My first efforts were done with rubbery T-shirt transfers from the local copy shop. My world changed when the inkjet printer was invented and I, along with everyone else, had access to color printing at home. Eager to tell the stories of the women whose faces stared back at me (some so very sad), I began creating quilts and Fragments to honor these women. And thus began my interest and drive to find the best way to get my photos onto fabric. The photos here are from a series I did while in school. They are based on a Victorian era poem, Angel in the House, by Coventry Patmore, but I discovered the poem through a CD and a song of the same name written and performed by Jonatha Brook. I used photos from my antique cabinet card collection, old aprons and laces, to portray a woman escaping from repression.

But back to photos on fabric. I’ve tried all methods – Bubble Jet set, various paper-backed inkjet-ready fabrics, direct printing with archival inks, transfers using everything from acetone to matte medium. They’re all good to varying degrees. Each has a unique look and many times I will prefer one over the other when it comes to the overall look I am working towards.

But while they all may have some good features, none of them has all the features I am looking for. Color brightness, image sharpness, washability, durability and fade resistance. And then one day, I found it; or rather it (and the manufacturer) found me – an iron-on transfer paper that gave me all the results I was looking for, and then some. As with everything I “discover”, I wanted to share it with my fellow quilters and artists. I named it Transfer Artist Paper and then one of my early testers gave it the nickname TAP.
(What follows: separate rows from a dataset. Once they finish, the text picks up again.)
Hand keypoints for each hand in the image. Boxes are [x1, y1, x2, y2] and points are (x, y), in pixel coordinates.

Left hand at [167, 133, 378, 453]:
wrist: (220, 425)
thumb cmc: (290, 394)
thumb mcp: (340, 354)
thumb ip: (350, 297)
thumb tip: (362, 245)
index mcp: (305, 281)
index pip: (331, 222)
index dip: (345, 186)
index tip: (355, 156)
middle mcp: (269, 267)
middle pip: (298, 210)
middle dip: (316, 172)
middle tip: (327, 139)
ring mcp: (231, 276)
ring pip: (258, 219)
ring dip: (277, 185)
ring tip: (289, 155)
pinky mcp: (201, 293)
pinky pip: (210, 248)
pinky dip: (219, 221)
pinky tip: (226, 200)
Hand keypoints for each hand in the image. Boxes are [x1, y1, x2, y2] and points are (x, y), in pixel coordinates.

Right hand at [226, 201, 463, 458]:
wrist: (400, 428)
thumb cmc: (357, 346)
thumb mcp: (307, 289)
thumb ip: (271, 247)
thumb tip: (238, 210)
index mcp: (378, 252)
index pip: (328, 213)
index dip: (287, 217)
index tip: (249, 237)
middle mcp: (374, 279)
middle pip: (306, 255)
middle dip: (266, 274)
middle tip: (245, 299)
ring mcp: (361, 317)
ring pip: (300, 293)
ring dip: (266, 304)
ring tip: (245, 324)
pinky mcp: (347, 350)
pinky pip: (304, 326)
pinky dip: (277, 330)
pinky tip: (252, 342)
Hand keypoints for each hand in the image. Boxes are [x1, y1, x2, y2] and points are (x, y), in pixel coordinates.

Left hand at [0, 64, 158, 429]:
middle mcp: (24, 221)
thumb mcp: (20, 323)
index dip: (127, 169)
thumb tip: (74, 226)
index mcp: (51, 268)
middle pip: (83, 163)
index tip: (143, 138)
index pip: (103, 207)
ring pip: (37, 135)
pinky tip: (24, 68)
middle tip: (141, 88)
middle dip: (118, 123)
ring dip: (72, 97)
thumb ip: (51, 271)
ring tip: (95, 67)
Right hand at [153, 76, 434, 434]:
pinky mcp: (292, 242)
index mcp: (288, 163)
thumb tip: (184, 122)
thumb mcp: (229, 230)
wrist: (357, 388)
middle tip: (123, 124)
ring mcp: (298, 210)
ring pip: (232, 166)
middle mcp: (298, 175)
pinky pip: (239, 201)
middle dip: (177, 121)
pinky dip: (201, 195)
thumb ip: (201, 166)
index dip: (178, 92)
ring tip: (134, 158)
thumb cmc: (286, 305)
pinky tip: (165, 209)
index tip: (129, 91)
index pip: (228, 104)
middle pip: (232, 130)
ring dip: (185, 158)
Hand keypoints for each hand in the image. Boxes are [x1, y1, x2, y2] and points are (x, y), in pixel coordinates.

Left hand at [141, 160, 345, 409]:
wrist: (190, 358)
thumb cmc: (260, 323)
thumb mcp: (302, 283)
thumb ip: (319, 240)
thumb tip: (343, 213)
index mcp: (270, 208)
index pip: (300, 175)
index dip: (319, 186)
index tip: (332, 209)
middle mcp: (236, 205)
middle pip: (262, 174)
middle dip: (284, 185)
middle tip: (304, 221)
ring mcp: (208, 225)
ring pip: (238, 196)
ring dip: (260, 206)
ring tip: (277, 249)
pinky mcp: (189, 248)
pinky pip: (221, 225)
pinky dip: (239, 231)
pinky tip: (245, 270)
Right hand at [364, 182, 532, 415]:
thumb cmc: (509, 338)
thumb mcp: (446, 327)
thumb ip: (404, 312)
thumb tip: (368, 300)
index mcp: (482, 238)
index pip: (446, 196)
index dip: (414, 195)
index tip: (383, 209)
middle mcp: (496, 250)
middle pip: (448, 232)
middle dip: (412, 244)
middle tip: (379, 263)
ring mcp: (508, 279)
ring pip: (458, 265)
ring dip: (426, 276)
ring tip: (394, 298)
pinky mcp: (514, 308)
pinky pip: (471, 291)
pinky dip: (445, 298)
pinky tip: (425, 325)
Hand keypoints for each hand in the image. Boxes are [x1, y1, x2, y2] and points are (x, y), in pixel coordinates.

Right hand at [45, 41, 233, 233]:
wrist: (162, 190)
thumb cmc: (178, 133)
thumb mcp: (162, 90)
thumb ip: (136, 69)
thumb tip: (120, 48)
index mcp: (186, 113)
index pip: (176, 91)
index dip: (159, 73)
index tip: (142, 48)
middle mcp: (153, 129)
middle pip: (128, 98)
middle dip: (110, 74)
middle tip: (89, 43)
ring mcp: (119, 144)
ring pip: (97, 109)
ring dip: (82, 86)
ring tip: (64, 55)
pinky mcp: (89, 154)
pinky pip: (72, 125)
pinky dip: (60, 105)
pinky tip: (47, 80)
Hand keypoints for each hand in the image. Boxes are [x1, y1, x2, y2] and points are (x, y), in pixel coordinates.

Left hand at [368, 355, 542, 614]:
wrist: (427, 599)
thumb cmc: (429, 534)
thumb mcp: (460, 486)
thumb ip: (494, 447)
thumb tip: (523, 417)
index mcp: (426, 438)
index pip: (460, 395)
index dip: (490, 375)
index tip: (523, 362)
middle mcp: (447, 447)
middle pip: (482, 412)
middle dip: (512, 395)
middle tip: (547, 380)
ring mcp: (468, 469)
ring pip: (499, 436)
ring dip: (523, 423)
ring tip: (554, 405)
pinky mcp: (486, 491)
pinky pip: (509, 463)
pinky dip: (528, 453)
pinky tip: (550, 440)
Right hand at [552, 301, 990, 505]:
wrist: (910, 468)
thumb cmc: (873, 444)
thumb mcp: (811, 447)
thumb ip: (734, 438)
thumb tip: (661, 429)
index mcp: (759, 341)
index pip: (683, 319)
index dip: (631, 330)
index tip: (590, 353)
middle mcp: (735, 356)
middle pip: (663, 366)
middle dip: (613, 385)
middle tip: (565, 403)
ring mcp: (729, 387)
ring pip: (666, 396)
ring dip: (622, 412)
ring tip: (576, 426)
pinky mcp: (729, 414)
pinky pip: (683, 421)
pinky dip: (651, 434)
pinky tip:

I’ve only been using it for a few months and selling it since October 2008. I love what I’m doing, but the business side eats into my art time. The packing/shipping became so time consuming that I had to hire help (my daughter). There’s still a lot of time involved in the promoting and business side but with any new endeavor, the start up and learning the ropes is the most time-consuming part of starting a business (I hope).

I’m excited to see what effect the addition of TAP has on my art. But more importantly, I am eager to see what it can do in the hands of others. From memory to art quilts and all that’s in between, I hope to get everyone TAPping.





Visit Lesley's blog for more tips and insights. Or check out her book, Fabulous Fabric Art with Lutradur, published by C&T, and her Quilting Arts video Transfers Tried and True that highlights three kinds of transfers. The video has been reviewed on this blog.
NOTE: Visit Judy Perez's blog to see what she's doing with TAP and what she discovered using organza and TAP.

3 comments:

Fulvia Luciano, artist said...

Nicely done, Lesley!

Pam said...

Great blog entry. Interesting to read your story. I've purchased many of your books and your Quilted Memories got me started in art quilting. Thanks for the inspiration.

Lesley Riley said...

Thank you Pam. I'm glad I have had a part in your journey.

Nice to hear from you Fulvia. Thanks for visiting the blog and leaving a comment.